-------- Records shown --------
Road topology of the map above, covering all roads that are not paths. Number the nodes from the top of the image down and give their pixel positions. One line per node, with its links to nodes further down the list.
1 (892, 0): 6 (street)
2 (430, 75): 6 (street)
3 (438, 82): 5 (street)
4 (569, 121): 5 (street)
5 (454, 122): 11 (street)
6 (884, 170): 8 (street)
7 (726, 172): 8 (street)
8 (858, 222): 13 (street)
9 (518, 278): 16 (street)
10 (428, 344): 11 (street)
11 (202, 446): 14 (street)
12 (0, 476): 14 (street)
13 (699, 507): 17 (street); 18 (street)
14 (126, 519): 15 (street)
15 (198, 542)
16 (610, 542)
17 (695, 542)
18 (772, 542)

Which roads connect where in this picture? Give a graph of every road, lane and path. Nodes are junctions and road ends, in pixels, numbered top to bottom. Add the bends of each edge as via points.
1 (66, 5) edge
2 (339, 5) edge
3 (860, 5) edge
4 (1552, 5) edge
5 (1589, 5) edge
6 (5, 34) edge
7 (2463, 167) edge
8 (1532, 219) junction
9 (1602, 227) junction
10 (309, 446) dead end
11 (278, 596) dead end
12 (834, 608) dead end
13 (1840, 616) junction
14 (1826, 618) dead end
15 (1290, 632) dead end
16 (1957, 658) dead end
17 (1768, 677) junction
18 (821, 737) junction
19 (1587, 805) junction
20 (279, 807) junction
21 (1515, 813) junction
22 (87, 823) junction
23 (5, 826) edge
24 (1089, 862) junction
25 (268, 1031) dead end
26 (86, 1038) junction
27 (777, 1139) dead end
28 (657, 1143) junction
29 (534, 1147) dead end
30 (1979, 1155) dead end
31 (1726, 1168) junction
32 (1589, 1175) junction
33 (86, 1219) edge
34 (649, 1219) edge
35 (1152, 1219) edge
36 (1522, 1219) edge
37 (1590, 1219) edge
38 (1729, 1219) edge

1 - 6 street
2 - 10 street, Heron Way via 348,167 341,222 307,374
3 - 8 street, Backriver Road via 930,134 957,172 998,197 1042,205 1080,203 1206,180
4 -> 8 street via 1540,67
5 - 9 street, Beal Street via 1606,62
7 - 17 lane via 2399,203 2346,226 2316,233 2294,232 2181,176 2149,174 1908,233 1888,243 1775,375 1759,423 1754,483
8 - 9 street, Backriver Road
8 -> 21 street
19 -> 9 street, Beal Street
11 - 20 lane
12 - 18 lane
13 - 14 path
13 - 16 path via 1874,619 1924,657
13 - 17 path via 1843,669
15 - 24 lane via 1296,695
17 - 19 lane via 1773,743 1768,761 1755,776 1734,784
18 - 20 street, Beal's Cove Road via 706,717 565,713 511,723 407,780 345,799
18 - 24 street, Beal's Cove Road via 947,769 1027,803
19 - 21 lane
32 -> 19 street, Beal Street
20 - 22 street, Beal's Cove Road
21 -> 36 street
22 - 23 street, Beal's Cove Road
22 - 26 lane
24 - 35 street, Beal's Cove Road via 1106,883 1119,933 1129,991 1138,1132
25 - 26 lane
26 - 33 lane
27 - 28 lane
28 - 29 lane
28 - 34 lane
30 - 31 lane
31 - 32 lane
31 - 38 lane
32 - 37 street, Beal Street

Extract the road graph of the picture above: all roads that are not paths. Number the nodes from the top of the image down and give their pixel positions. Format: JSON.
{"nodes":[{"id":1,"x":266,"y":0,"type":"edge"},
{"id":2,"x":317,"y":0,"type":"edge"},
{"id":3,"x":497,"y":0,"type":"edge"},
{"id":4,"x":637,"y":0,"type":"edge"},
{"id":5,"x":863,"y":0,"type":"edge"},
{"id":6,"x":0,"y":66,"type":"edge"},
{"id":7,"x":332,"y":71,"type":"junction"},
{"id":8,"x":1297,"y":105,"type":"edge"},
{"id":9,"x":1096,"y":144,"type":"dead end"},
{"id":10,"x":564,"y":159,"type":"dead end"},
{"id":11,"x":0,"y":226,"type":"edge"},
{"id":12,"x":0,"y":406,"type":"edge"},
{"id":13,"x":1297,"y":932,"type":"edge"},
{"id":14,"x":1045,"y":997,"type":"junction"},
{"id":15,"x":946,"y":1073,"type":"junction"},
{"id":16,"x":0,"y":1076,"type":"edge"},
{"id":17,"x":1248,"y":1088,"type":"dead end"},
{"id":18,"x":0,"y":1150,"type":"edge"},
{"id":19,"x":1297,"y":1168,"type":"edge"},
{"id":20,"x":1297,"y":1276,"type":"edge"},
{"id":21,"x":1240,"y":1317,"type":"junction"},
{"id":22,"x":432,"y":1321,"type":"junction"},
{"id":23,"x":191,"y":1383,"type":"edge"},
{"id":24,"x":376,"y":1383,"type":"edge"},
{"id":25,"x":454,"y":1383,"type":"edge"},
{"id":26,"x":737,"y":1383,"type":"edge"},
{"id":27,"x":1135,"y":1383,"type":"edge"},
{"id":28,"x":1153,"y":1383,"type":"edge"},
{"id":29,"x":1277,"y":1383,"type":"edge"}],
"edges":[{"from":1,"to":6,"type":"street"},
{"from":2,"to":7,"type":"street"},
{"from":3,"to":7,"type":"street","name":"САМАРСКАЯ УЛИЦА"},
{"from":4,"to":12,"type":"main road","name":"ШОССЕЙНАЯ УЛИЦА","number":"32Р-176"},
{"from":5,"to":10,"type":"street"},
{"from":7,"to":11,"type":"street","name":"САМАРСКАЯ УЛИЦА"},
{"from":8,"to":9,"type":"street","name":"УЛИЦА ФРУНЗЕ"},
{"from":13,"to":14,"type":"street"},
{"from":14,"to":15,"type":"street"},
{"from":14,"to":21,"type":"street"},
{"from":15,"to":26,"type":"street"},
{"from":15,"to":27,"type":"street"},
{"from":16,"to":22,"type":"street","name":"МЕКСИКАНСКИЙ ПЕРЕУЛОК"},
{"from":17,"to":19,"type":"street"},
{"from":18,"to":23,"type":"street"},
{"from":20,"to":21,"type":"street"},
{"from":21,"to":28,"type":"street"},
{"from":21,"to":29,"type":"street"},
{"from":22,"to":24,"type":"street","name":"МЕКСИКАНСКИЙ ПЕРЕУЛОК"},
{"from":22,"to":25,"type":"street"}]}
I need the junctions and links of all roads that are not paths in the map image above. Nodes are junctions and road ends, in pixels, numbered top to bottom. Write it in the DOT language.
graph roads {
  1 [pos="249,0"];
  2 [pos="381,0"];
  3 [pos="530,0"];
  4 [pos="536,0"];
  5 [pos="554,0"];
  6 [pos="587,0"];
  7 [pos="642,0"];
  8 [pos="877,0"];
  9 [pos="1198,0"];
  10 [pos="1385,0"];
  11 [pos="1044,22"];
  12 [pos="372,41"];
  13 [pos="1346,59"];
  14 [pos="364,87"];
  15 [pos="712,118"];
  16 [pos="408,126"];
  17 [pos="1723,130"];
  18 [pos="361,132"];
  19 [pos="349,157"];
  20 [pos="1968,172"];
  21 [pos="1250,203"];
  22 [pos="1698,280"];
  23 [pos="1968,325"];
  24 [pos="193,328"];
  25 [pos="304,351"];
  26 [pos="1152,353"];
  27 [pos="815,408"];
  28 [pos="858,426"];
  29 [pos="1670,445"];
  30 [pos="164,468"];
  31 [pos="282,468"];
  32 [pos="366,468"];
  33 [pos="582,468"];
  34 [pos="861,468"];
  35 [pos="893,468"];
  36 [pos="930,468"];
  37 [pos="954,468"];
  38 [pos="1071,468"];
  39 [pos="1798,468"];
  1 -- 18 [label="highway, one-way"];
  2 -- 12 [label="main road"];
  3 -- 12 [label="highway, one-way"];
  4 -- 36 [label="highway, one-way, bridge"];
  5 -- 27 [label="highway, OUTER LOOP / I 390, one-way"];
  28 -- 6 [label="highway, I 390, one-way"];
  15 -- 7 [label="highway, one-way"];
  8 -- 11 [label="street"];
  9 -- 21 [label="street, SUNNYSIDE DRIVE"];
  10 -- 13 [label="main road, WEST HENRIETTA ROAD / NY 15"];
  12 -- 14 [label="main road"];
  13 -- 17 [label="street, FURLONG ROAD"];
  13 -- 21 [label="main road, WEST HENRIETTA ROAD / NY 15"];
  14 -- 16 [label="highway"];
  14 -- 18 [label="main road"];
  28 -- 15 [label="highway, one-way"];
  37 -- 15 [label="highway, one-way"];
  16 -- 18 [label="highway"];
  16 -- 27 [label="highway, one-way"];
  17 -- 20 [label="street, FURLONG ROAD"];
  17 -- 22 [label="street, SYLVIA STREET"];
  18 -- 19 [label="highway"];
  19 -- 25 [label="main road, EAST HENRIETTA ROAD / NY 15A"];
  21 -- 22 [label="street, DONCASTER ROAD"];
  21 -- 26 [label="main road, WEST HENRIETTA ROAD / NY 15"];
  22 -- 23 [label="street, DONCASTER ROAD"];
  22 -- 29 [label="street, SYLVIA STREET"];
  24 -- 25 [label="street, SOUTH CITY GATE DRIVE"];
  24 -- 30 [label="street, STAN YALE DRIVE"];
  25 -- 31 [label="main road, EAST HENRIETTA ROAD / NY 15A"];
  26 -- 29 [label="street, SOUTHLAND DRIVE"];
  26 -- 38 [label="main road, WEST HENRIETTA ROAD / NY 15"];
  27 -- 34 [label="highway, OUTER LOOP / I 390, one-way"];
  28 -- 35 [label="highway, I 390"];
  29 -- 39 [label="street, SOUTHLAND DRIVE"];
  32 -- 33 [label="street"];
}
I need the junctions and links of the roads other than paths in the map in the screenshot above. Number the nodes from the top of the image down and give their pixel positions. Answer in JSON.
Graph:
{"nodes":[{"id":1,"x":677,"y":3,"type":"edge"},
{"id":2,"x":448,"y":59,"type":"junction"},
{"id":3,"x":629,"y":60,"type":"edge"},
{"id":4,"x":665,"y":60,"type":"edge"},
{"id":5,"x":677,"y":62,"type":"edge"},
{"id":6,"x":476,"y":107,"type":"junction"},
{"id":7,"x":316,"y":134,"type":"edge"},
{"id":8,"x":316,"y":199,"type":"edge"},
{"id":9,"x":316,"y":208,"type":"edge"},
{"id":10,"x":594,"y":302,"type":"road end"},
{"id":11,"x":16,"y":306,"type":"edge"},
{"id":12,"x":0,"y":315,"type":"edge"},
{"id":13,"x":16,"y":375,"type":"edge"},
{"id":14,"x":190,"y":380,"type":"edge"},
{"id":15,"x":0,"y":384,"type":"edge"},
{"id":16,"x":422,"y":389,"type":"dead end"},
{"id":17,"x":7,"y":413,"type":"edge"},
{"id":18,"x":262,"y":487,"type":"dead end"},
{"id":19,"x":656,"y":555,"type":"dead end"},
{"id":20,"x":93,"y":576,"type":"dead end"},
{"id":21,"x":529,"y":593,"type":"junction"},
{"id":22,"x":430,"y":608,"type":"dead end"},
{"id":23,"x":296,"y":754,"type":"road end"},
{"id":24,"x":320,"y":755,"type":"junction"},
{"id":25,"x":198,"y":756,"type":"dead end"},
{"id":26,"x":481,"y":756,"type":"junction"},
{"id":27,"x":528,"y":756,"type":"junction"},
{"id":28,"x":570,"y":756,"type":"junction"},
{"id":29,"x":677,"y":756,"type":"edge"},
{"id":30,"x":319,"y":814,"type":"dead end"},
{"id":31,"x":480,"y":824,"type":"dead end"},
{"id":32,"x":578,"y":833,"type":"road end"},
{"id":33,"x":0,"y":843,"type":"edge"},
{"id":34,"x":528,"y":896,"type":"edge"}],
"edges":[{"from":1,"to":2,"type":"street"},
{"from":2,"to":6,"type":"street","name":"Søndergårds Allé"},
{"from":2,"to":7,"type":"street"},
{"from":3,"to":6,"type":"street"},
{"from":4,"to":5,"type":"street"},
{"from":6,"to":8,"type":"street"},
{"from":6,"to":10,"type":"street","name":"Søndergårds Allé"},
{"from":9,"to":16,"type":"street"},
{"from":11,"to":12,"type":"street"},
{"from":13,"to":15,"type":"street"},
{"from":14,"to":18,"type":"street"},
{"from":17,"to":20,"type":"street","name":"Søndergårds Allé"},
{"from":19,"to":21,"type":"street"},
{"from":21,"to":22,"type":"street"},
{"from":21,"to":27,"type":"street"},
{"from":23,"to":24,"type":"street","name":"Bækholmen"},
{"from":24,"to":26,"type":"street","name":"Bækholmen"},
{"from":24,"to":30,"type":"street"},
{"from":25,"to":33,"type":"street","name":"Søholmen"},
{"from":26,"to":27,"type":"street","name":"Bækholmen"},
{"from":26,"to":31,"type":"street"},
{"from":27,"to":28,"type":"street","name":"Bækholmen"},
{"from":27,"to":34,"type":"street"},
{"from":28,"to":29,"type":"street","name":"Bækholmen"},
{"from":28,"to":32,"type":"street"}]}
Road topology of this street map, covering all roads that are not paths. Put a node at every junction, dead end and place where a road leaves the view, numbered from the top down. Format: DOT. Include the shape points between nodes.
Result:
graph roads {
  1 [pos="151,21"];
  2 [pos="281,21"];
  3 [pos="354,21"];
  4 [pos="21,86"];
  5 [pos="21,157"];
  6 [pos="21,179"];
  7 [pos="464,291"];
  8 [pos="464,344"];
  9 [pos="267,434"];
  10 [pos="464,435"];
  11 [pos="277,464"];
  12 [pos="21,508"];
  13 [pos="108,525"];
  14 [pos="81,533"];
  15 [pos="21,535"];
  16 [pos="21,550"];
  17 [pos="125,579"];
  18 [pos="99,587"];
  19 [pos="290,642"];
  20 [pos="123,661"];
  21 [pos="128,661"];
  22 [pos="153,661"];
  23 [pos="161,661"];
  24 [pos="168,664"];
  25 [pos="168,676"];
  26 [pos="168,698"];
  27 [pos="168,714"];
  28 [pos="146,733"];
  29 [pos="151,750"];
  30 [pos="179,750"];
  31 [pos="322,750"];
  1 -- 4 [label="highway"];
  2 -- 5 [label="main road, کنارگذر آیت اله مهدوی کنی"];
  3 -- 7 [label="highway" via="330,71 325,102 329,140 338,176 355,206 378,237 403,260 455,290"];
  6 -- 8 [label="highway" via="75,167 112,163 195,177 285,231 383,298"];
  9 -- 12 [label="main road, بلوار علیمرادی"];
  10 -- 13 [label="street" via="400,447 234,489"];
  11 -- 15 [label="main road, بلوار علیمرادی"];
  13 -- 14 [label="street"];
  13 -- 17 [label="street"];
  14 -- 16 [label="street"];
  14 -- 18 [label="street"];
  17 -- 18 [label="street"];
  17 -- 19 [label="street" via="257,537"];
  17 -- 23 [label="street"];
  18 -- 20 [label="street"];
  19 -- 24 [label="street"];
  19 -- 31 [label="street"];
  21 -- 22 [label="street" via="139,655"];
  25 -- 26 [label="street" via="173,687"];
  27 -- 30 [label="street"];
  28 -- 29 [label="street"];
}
--------
Task -> Say how many lines in the data hold the string "САМАРСКАЯ", and say nothing else.

Result -> 2